Wednesday February 21, 2024


By Diana Simmonds
July 10 2022

BURN WITCH BURN, Fervour & Red Line Productions at the Old Fitz, 7-30 July 2022. Photography by Phil Erbacher.

Burn Witch Burn is “adapted by Tasnim Hossain and Claudia Osborne.” Adapted from what? In 1943 Fritz Lieber (an American) published a novel: Conjure Wife. According to Wikipedia and science fiction author and critic Damon Knight, “Conjure Wife, by Fritz Leiber, is easily the most frightening and (necessarily) the most thoroughly convincing of all modern horror stories...Leiber develops [the witchcraft] theme with the utmost dexterity, piling up alternate layers of the mundane and outré, until at the story's real climax, the shocker at the end of Chapter 14, I am not ashamed to say that I jumped an inch out of my seat...”

The novel inspired movies, including one, also titled Burn Witch Burn (1962) from which the play appears to have been adapted. So far, so promising, as are the first ten minutes of the play. It begins with university professor Norman, dressed in a brown suit and brown tie. His lugubrious delivery into a standing mic is also brown (costumes Monique Langford). It’s mildly amusing but on opening night a claque of one shrieked like a kookaburra, so hilarious did she find him. Distracting enough to lose the thread of what he was saying, although superstition, neuroses, and disbelief came into it.

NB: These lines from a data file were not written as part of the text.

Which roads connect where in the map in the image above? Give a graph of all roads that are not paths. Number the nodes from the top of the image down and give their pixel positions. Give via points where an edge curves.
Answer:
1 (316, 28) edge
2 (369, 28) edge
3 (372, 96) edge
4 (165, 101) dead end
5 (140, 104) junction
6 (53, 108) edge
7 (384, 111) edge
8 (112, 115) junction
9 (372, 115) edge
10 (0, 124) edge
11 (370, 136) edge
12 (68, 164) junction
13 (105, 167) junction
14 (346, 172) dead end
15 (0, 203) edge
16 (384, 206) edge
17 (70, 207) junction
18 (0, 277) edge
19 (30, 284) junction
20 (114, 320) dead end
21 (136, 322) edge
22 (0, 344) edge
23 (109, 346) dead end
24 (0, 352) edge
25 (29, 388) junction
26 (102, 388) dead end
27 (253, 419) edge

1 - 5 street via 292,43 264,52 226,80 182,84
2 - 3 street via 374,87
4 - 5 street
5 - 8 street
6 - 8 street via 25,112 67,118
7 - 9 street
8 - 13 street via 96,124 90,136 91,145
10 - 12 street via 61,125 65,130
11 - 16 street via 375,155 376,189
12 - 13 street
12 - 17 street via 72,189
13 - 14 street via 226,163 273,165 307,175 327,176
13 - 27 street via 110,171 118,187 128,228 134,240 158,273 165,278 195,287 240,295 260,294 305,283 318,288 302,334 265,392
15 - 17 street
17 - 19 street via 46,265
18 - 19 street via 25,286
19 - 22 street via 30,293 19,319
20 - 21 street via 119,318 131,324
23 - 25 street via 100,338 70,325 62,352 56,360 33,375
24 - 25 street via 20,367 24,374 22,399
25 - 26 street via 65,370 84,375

Norman goes home to find his wife Tansy is being a bit odd. He discovers plastic crates full of what she calls “craft” equipment, although it’s obviously twigs, sticks, compost, and mulch. She’s a witch, Tansy says and his success and safety are down to her expertise with the crates’ contents. He splutters the academic equivalent of “pshaw” and disposes of her stuff. They are not happy – even less so when things begin to go suddenly and seriously wrong for him at uni.

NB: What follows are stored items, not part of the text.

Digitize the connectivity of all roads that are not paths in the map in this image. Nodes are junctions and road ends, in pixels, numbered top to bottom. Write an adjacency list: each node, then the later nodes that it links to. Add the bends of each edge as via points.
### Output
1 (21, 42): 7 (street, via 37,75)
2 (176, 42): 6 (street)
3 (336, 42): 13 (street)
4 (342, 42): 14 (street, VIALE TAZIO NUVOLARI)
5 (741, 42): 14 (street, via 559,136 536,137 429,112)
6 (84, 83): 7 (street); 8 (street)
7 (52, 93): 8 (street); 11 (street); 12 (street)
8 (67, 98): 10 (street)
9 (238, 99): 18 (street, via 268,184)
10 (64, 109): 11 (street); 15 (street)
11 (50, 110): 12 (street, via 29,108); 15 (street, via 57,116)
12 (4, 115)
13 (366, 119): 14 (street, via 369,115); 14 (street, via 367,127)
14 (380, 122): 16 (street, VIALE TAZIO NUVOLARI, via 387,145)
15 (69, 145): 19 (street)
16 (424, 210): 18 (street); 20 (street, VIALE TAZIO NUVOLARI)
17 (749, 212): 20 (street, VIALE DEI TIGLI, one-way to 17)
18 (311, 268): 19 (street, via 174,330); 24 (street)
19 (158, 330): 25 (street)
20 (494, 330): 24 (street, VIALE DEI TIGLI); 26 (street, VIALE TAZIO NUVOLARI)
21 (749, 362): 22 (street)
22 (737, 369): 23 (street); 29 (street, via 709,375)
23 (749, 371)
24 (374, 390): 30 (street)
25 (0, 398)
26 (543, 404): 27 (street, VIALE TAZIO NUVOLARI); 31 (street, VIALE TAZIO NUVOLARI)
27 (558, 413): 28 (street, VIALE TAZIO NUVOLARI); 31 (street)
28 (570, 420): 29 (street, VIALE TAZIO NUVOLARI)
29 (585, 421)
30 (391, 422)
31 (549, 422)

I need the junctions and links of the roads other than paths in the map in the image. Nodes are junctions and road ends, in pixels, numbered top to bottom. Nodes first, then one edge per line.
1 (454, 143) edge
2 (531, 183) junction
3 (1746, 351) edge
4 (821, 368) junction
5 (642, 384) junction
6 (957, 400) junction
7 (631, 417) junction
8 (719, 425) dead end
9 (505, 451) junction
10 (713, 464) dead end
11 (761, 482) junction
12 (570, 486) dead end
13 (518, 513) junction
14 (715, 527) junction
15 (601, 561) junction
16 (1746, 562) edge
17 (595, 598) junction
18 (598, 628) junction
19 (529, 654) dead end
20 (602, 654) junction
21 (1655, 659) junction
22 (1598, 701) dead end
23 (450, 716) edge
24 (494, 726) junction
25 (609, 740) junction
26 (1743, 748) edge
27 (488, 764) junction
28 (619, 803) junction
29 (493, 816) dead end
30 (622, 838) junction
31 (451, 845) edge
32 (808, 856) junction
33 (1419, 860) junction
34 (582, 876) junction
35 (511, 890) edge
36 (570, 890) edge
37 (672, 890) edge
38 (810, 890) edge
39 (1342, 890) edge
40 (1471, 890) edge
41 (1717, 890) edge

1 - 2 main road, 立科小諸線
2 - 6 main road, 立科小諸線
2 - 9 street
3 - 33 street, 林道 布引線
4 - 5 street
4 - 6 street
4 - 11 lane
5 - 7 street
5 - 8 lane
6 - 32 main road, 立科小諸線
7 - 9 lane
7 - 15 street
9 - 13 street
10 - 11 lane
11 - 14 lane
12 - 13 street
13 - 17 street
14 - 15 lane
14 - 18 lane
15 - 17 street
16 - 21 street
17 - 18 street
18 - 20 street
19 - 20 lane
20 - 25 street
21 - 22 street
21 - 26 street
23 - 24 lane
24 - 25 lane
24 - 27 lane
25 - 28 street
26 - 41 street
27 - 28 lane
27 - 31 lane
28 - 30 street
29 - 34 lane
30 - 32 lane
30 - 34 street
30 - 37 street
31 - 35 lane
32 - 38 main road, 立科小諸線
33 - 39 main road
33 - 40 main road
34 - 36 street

Also looking odd and being mysterious are three other people. They occupy a stage that is floored and draped in tens of meters of white fabric (set design Emma White) with various lights and bits of rigging lending a further curious element (lighting Veronique Benett). The company, of academics and wives, Sheree da Costa, Daniel Gabriel, Alex Packard, Tivy Siripanich, and Alex Stamell continue to be peculiar (director Claudia Osborne). The wives are witches, of course, and all move around like somnambulists, determinedly disconnected.

Rather more animated is a chandelier. It descends from the ceiling and flashes its lamps. And then there are the goat heads, with glowing agate eyes and crooked horns. These are donned by three actors about halfway through and provide some minutes of comic relief. It’s possible, however, that this is unintentional as goats have for long represented the Devil.

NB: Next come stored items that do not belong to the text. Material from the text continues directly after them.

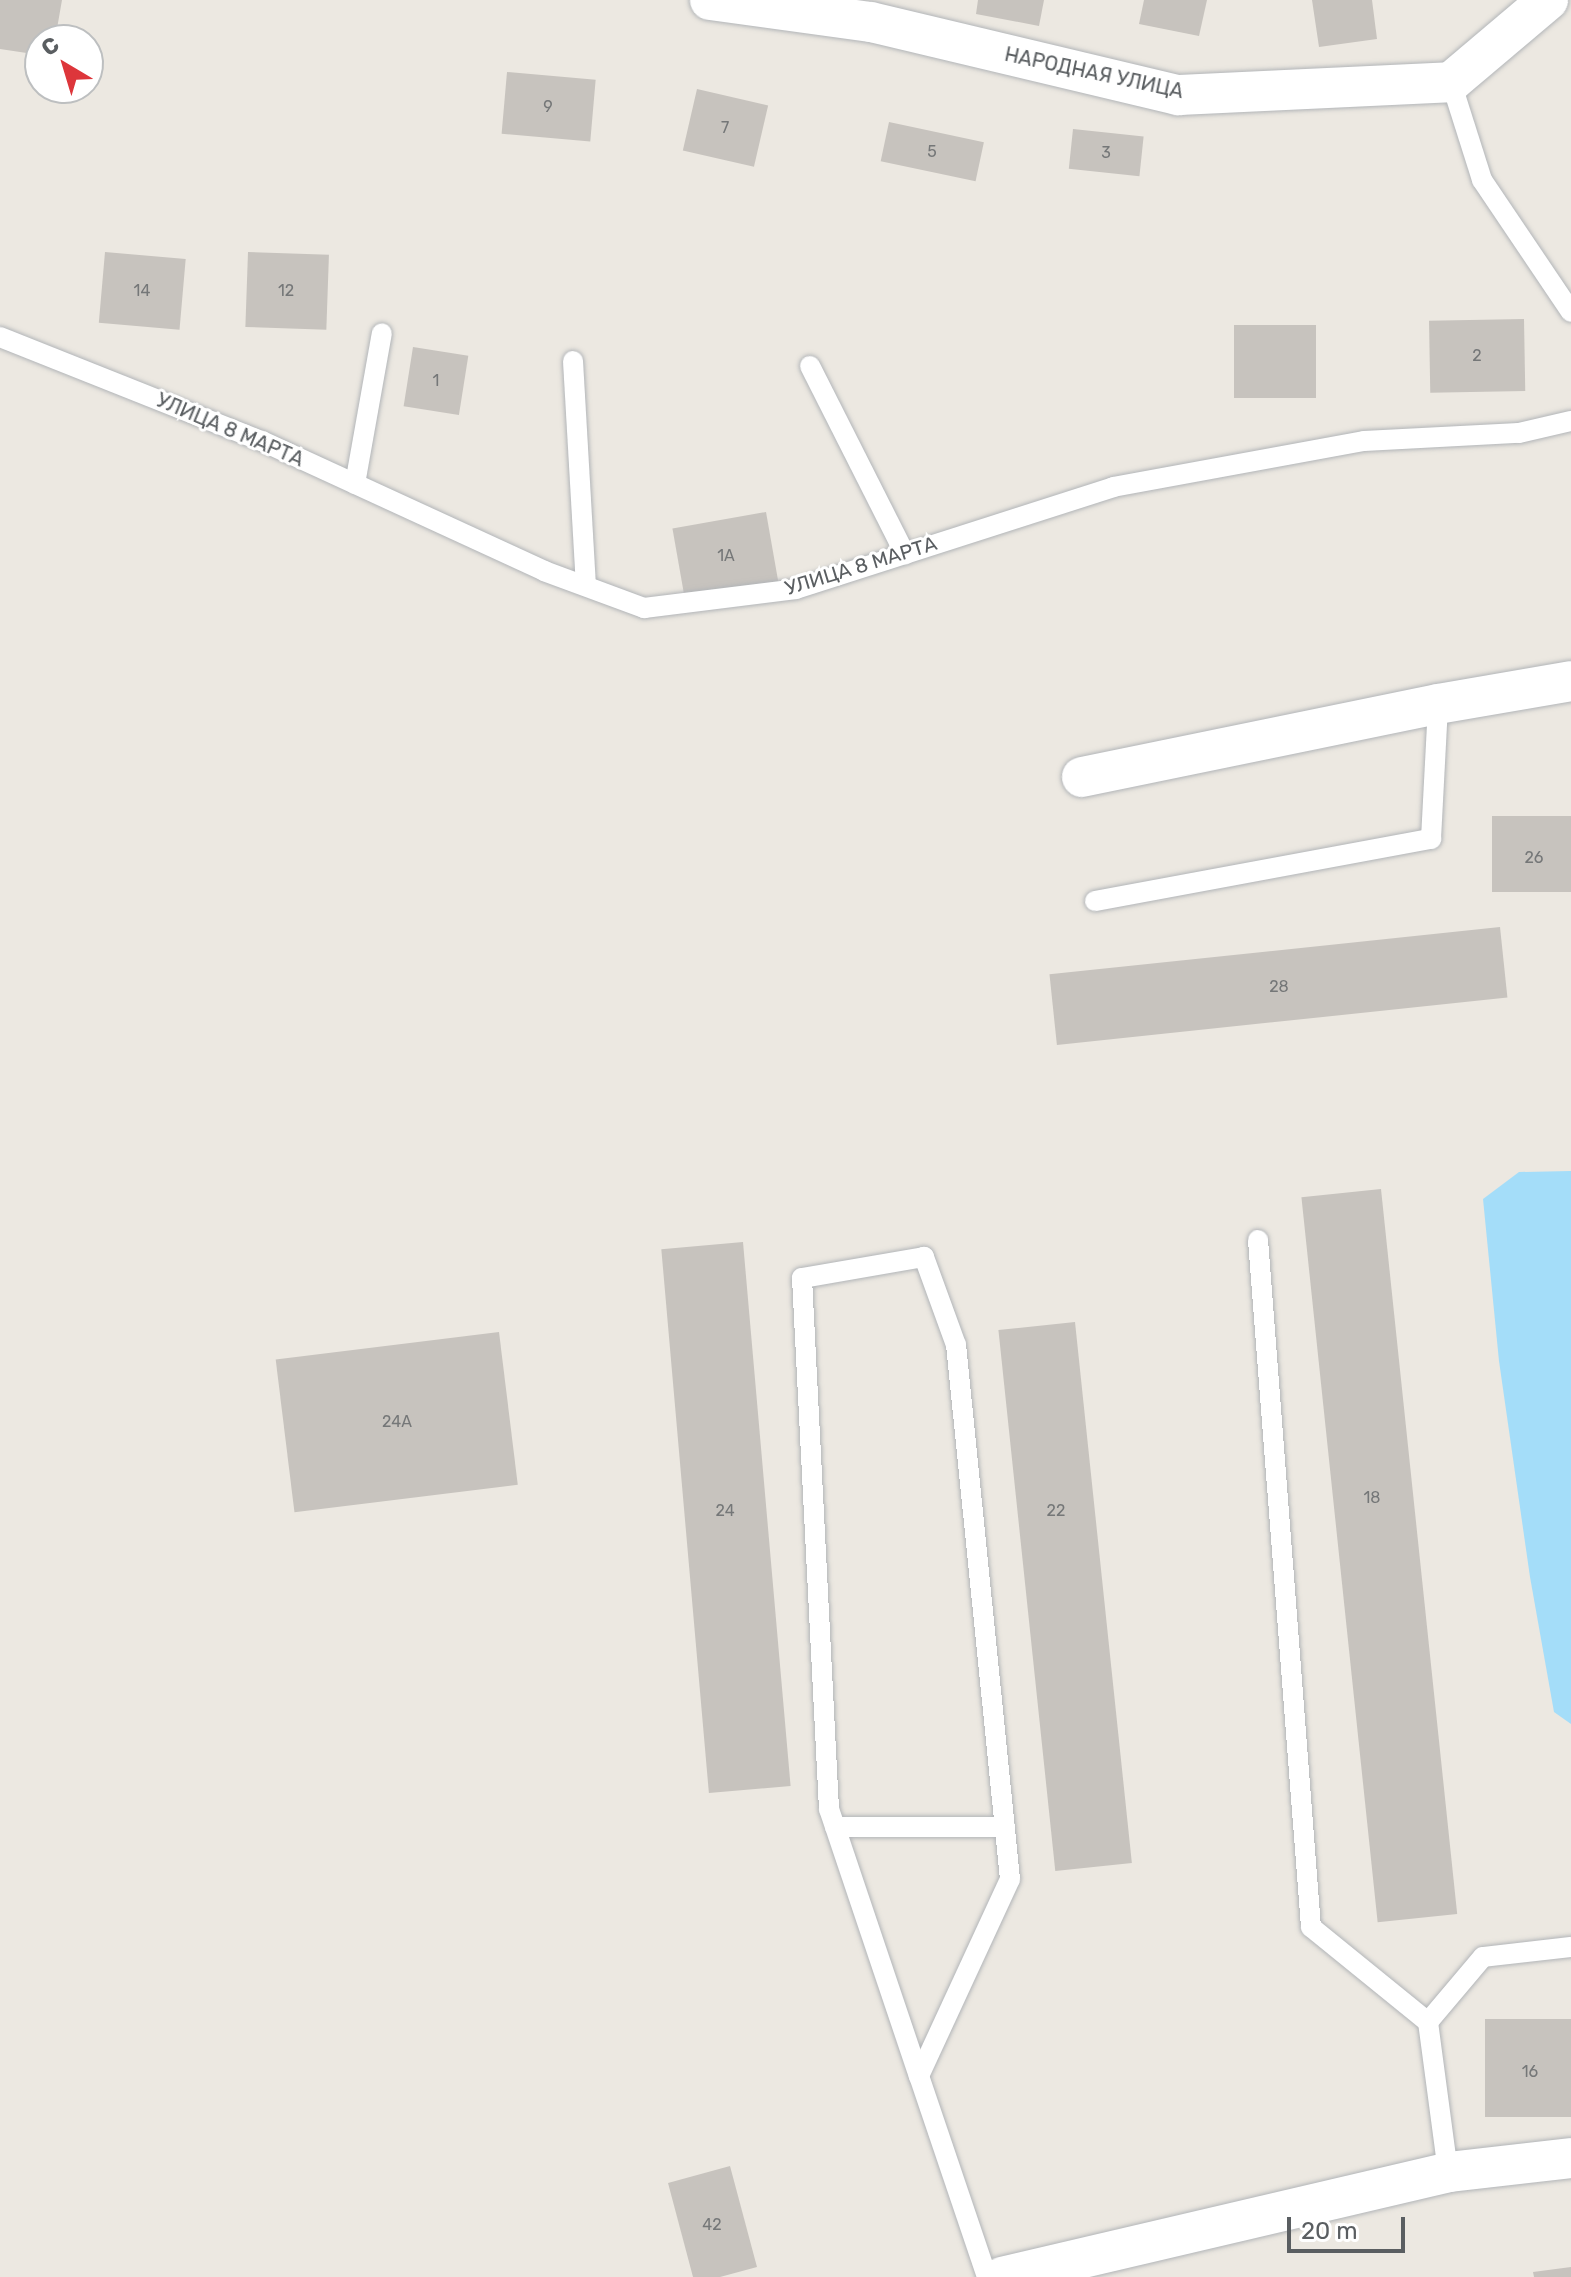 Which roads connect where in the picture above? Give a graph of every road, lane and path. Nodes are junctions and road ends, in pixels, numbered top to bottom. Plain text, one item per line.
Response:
1 (710, 0) edge
2 (1548, 0) edge
3 (1451, 82) junction
4 (1571, 312) edge
5 (382, 333) dead end
6 (0, 337) edge
7 (573, 361) dead end
8 (810, 366) dead end
9 (1571, 421) edge
10 (355, 484) junction
11 (905, 554) junction
12 (586, 586) junction
13 (1571, 681) edge
14 (1438, 704) junction
15 (1082, 777) dead end
16 (1095, 901) dead end
17 (1258, 1240) dead end
18 (835, 1827) junction
19 (1005, 1827) junction
20 (1571, 1947) edge
21 (1428, 2022) junction
22 (919, 2076) junction
23 (1571, 2158) edge
24 (1448, 2172) junction
25 (987, 2277) edge
26 (1002, 2277) edge

1 - 3 street, НАРОДНАЯ УЛИЦА
2 - 3 street
3 - 4 lane
5 - 10 lane
6 - 10 lane, УЛИЦА 8 МАРТА
7 - 12 lane
8 - 11 lane
9 - 11 lane, УЛИЦА 8 МАРТА
10 - 12 lane, УЛИЦА 8 МАРТА
11 - 12 lane, УЛИЦА 8 МАРТА
13 - 14 street
14 - 15 street
14 - 16 lane
17 - 21 lane
18 - 19 lane
18 - 19 lane
18 - 22 lane
19 - 22 lane
20 - 21 lane
21 - 24 lane
22 - 25 lane
23 - 24 street
24 - 26 street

A genuinely creepy atmospheric element comes from Chrysoulla Markouli’s soundscape. It suggests what might have been intended and also what might have been. It never is, unfortunately, and it’s difficult to grasp why anyone ever thought this was a good idea. Nevertheless, the worst thing about the play and production is the cliched and disrespectful portrayal of witches – in essence, women who, over the centuries, have been ridiculed, cast out, tortured, and murdered because they were different, unusually skilled, or living lives independent of society and its patriarchs. For its part Burn Witch Burn tortures the audience and ridicules witches.


On the way out of the theatre one patron asked another: “What was that about?” Their companion replied, “Self-indulgent twaddle.” And we’ll never know what happened at the end of Chapter 14. Two stars for the goats.